AIM OF THE EXERCISE:
A faithful, complete copy of the entries below is required, with images removed.

*** MATERIAL PROVIDED

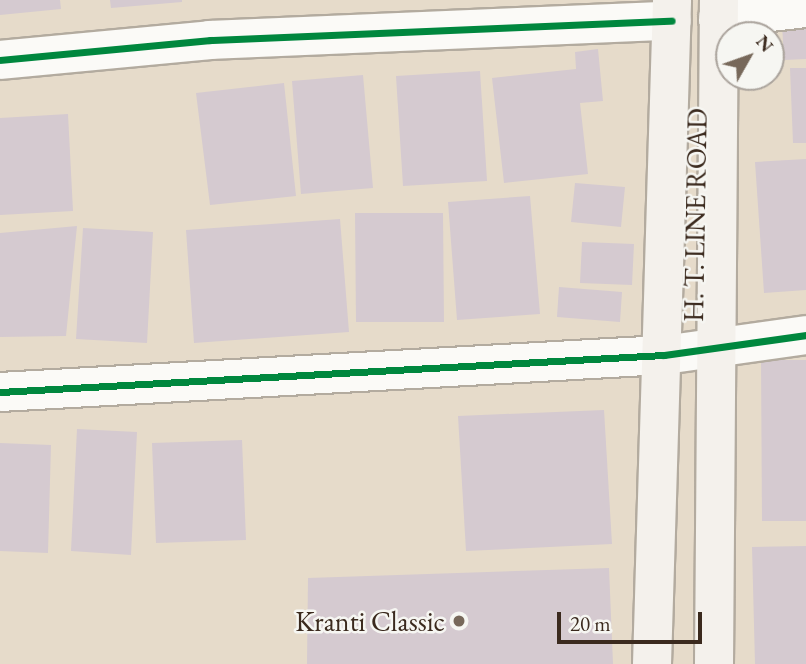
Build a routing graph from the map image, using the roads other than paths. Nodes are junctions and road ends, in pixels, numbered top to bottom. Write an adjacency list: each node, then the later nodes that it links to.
1 (806, 8): 2 (street)
2 (718, 9): 6 (street, H. T. LINE ROAD)
3 (672, 10): 4 (street); 7 (street, H. T. LINE ROAD)
4 (0, 60)
5 (806, 335): 6 (street)
6 (715, 345): 7 (street); 10 (street, H. T. LINE ROAD)
7 (664, 355): 8 (street); 9 (street, H. T. LINE ROAD)
8 (0, 392)
9 (652, 664)
10 (714, 664)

******

EXERCISE RESPONSE:
Build a routing graph from the map image, using the roads other than paths. Nodes are junctions and road ends, in pixels, numbered top to bottom. Write an adjacency list: each node, then the later nodes that it links to.
1 (806, 8): 2 (street)
2 (718, 9): 6 (street, H. T. LINE ROAD)
3 (672, 10): 4 (street); 7 (street, H. T. LINE ROAD)
4 (0, 60)
5 (806, 335): 6 (street)
6 (715, 345): 7 (street); 10 (street, H. T. LINE ROAD)
7 (664, 355): 8 (street); 9 (street, H. T. LINE ROAD)
8 (0, 392)
9 (652, 664)
10 (714, 664)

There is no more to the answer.